Les fermes fortifiées et les belles petites demeures de châtelains ruraux se
dévoilent comme des diamants le long
d’une rivière. Sur tout le parcours, c’est un vrai régal. 2 heures et quinze minutes plus tard, dans le
bon sens cette fois une voile, que je
pressens être celle de Mathieu grossit à l’horizon. Bingo, mon escorte est pile
à l’heure. Il est 17h15 et nous sommes coordonnés.
Il est temps d’honorer nos
engagements.
Acte 3 : Félicité nuptiale
Cherisy, petite banlieue
champêtre de Dreux, dernière demeure du comte de Paris, disparu à l’orée du
XXIe siècle. C’est dans cette bourgade que l’un des fils de Guy va s’unir avec
une jeune fille de bonne famille. Normalement, sans l’être officiellement, je
devrais être aux premières loges pour être un témoin privilégié de l’évènement.

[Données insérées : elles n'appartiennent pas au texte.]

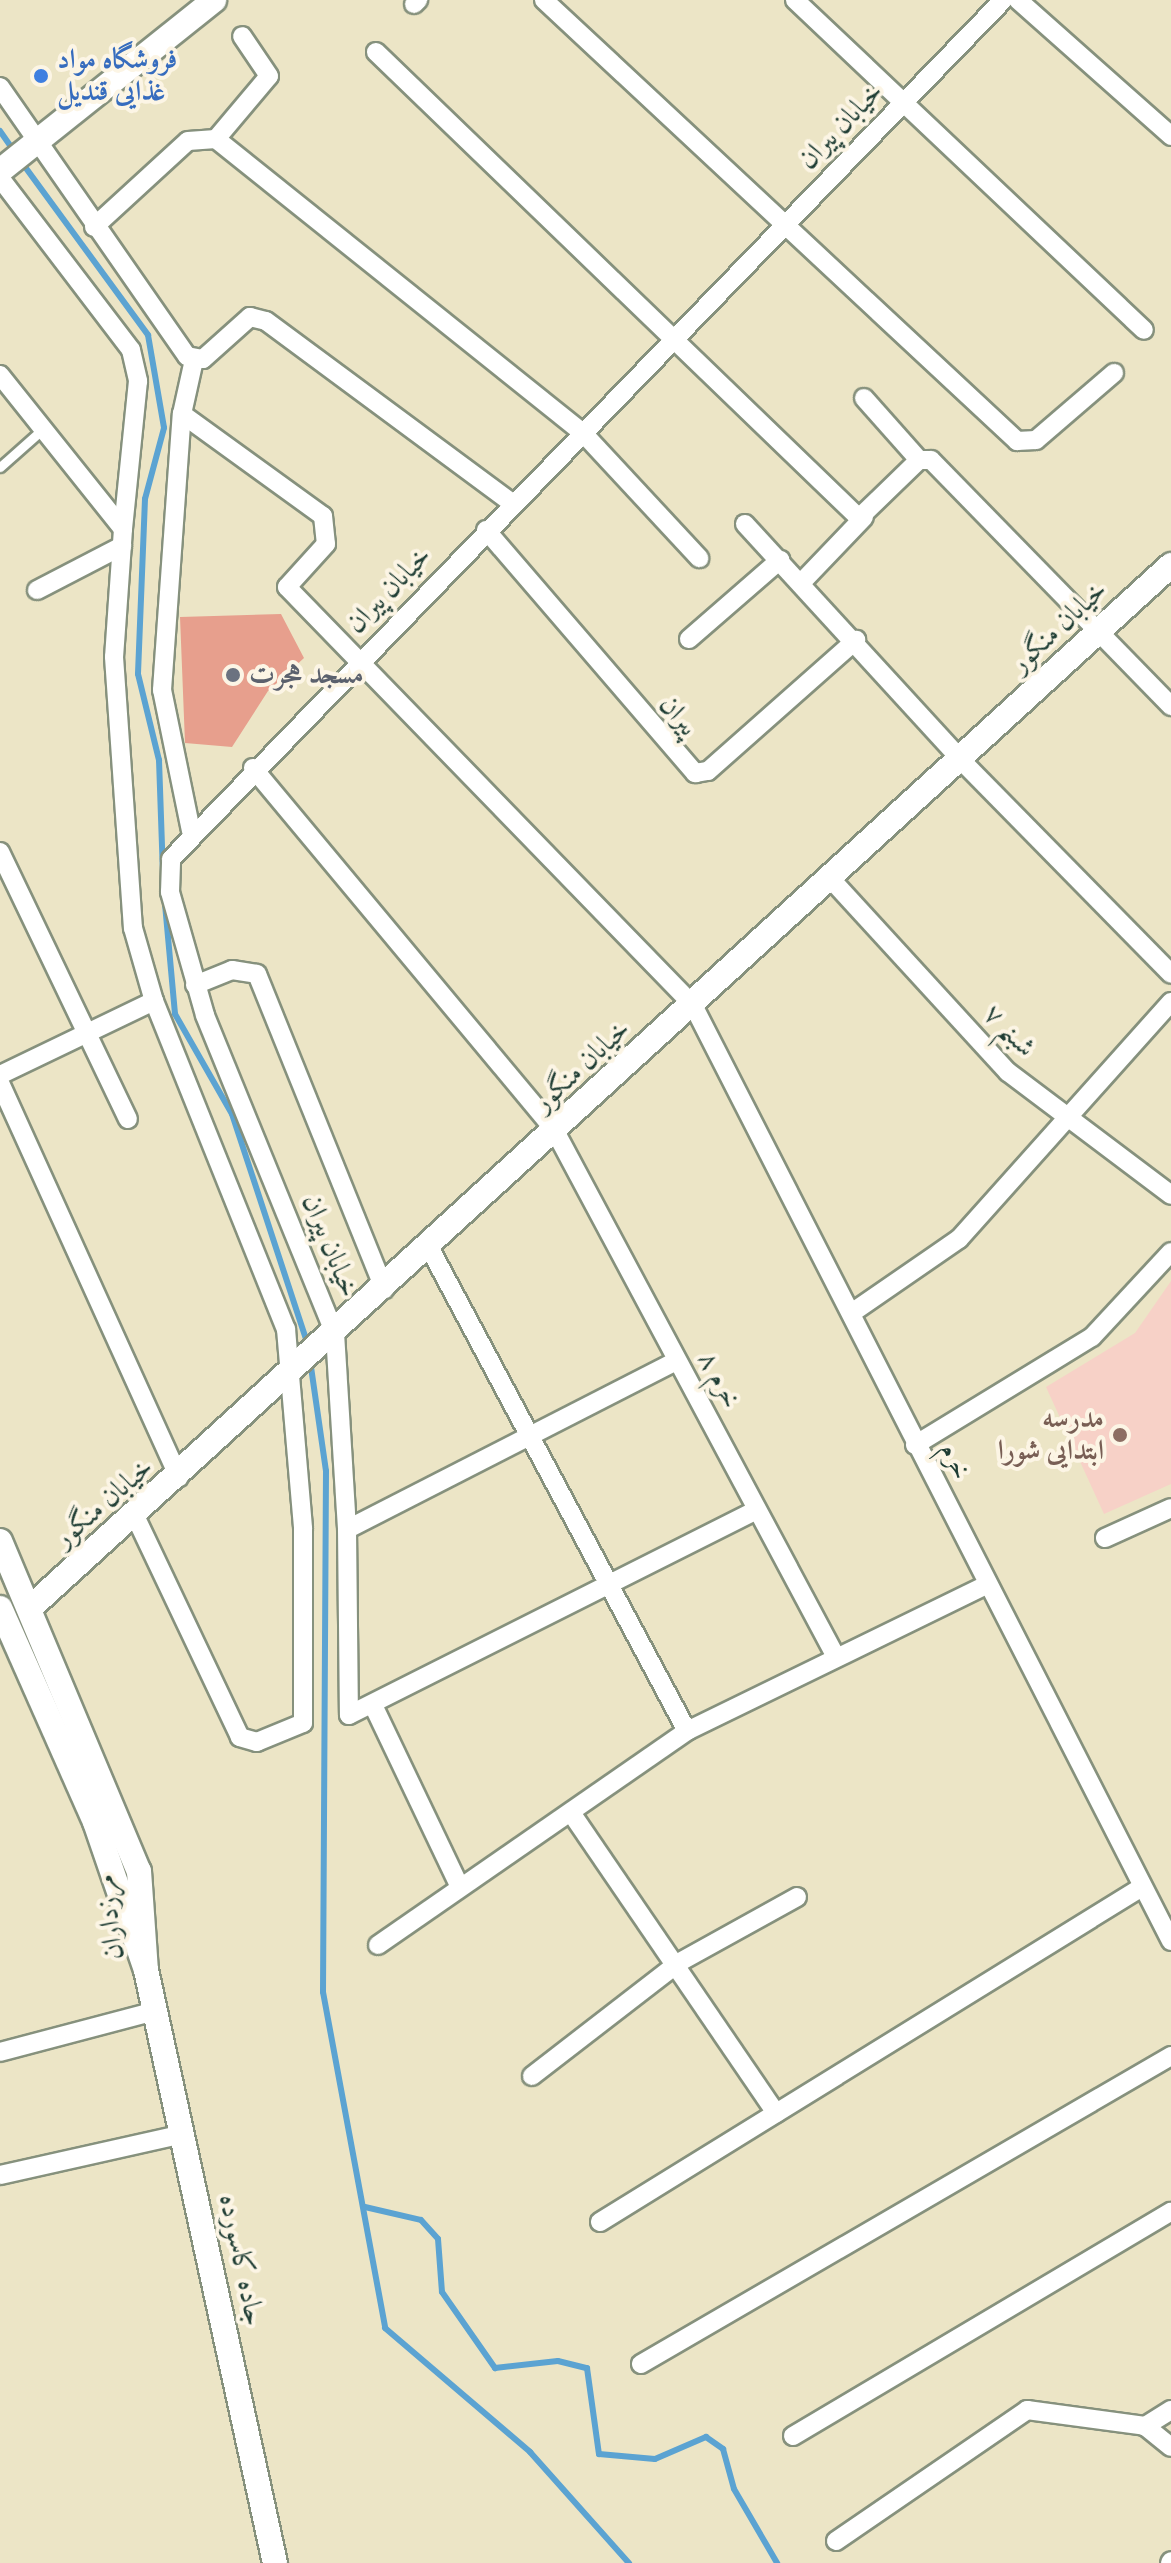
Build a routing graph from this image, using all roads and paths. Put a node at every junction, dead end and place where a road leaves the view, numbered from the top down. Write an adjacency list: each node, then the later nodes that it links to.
1 (214, 0): 12 (street)
2 (544, 0): 16 (street)
3 (795, 0): 9 (street)
4 (1003, 0): 9 (street, خیابان پیران)
5 (1018, 0): 10 (street)
6 (242, 36): 11 (street)
7 (376, 52): 18 (street)
8 (0, 87): 12 (street)
9 (904, 102): 16 (street, خیابان پیران); 17 (street)
10 (1171, 136)
11 (216, 139): 15 (street); 25 (street)
12 (35, 145): 13 (street); 15 (street)
13 (0, 171)
14 (0, 178): 32 (street)
15 (94, 227): 19 (street)
16 (781, 228): 18 (street, خیابان پیران); 20 (street)
17 (1144, 330)
18 (671, 340): 25 (street, خیابان پیران); 29 (street)
19 (194, 360): 23 (street); 28 (street)
20 (1114, 373)
21 (0, 375): 24 (street)
22 (864, 398): 26 (street)
23 (182, 414): 41 (street, خرم); 45 (street)
24 (44, 428): 27 (lane); 32 (street)
25 (583, 433): 28 (street, خیابان پیران); 33 (street)
26 (919, 460): 29 (street); 38 (street)
27 (0, 467)
28 (512, 503): 31 (street, خیابان پیران)
29 (864, 517): 36 (street)
30 (745, 524): 34 (street)
31 (486, 530): 40 (street, پیران); 41 (street, خیابان پیران)
32 (122, 538): 37 (street); 50 (street)
33 (699, 558)
34 (780, 560): 36 (street); 39 (street)
35 (1171, 565): 38 (street, خیابان منگور)
36 (801, 583): 40 (street)
37 (37, 590)
38 (1095, 635): 42 (street); 43 (street, خیابان منگور)
39 (689, 639)
40 (856, 640): 43 (street)
41 (360, 661): 44 (street, خیابان پیران); 52 (street, خرم)
42 (1171, 706)
43 (960, 759): 47 (street, خیابان منگور); 48 (street)
44 (253, 768): 45 (street, خیابان پیران); 58 (street, خرم ۸)
45 (191, 831): 49 (street, خیابان پیران)
46 (2, 863): 53 (street)
47 (830, 878): 52 (street, خیابان منگور); 57 (street, شبنم ۷)
48 (1171, 974)
49 (195, 985): 62 (street); 64 (street, خیابان پیران)
50 (154, 1001): 53 (street); 66 (street)
51 (1171, 1002): 57 (street)
52 (693, 1005): 58 (street, خیابان منگور); 63 (street, خرم)
53 (92, 1032): 54 (street); 56 (street)
54 (0, 1075)
55 (0, 1083): 69 (street)
56 (128, 1119)
57 (1063, 1119): 59 (street, شبنم ۷); 63 (street)
58 (555, 1131): 60 (street, خیابان منگور); 65 (street, خرم ۸)
59 (1171, 1195)
60 (429, 1247): 62 (street, خیابان منگور); 67 (street)
61 (1171, 1252): 68 (street)
62 (384, 1289): 64 (street, خیابان منگور)
63 (853, 1312): 68 (street, خرم)
64 (335, 1334): 66 (street, خیابان منگور); 73 (street, خیابان پیران)
65 (676, 1361): 67 (street); 71 (street, خرم ۸)
66 (290, 1376): 69 (street, خیابان منگور); 72 (street)
67 (527, 1437): 73 (street); 77 (street)
68 (915, 1445): 76 (street, خرم)
69 (179, 1477): 72 (street, خیابان منگور)
70 (1171, 1508): 74 (street)
71 (756, 1510): 77 (street); 81 (street, خرم ۸)
72 (135, 1516): 79 (street, خیابان منگور)
73 (347, 1529): 83 (street, خیابان پیران)
74 (1105, 1538)
75 (0, 1541): 79 (street, مرزداران)
76 (986, 1585): 81 (street); 87 (street, خرم)
77 (604, 1587): 83 (street); 84 (street)
78 (0, 1608): 82 (street, مرزداران)
79 (30, 1608): 92 (street, مرزداران)
80 (0, 1646): 82 (street)
81 (835, 1655): 84 (street)
82 (23, 1659): 92 (street, مرزداران)
83 (373, 1705): 86 (street)
84 (687, 1731): 85 (street)
85 (572, 1814): 86 (street); 91 (street)
86 (459, 1885): 90 (street)
87 (1142, 1887): 89 (street, خرم); 97 (street)
88 (797, 1897): 91 (street)
89 (1171, 1941)
90 (378, 1945)
91 (678, 1963): 96 (street); 97 (street)
92 (146, 1970): 93 (street, جاده کاسورده)
93 (155, 2011): 94 (street); 98 (street, جاده کاسورده)
94 (0, 2052)
95 (1171, 2056): 102 (street)
96 (532, 2076)
97 (776, 2113): 101 (street)
98 (183, 2134): 99 (street); 108 (street, جاده کاسورده)
99 (0, 2175)
100 (1171, 2212): 105 (street)
101 (600, 2222)
102 (641, 2364)
103 (1171, 2410): 104 (street)
104 (1145, 2426): 106 (street); 107 (street)
105 (793, 2436)
106 (1171, 2447)
107 (836, 2541)
108 (275, 2563)

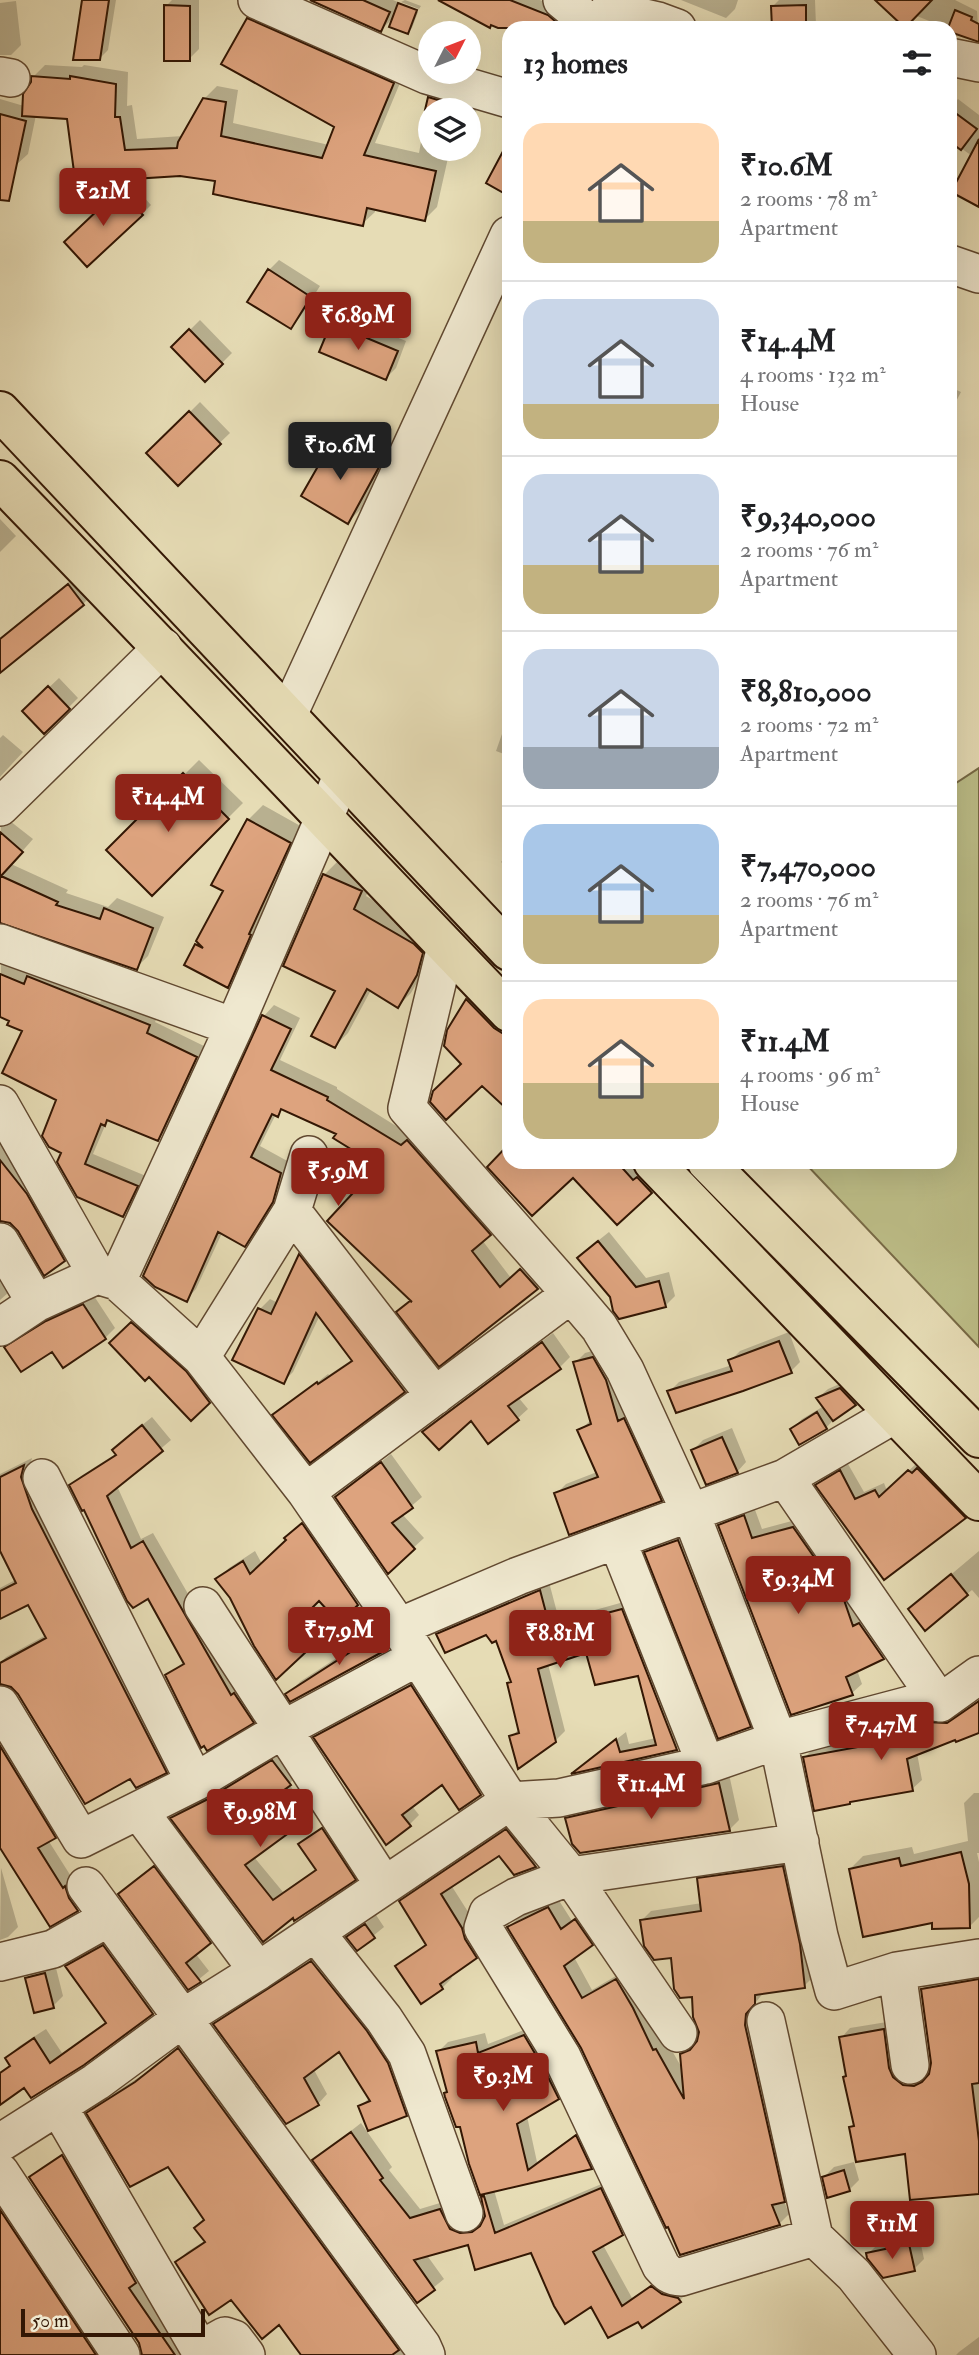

Or, de mariés, point de trace sur la place de cette charmante église St Pierre
des XIIe et XIIIe siècle. Seule une ribambelle de voitures garées aux alentours
témoigne de l’évènement. Qu’à cela ne tienne, nous prendrons notre mal en
patience en tournicotant sur le village en espérant ne pas trop lasser les
riverains. Un petit passage aux dessus des étangs colonisés par des cabanes de
pêcheurs, nos hommages aux troupeaux de vaches qui broutent paisiblement au
fond du vallon chanté par Victor Hugo.
Oui mais voilà. La petite
merveille qui ronronne gentiment dans mon dos depuis près de 2 h et demi est
encore très dépendante des énergies renouvelables… Que pourtant il va bien me
falloir renouveler (généralement, dans une même journée, je me fais le coup de
la panne une seule fois. Faute de quoi, on pourrait croire que j’y prends goût.
Ca ferait jaser…)
Mathieu qui est au dessus de moi
semble me monter l’endroit ou il a garé la camionnette et l’huile de roche dont
j’attends le salut. L’endroit ne me satisfait qu’à moitié. Je pose un peu plus
loin, vais récupérer le précieux liquide, en gave le réservoir puis redécolle
illico-presto. L’opération n’a pas duré plus d’un quart d’heure mais, le temps
de retourner au dessus de l’église, le convoi nuptial est passé.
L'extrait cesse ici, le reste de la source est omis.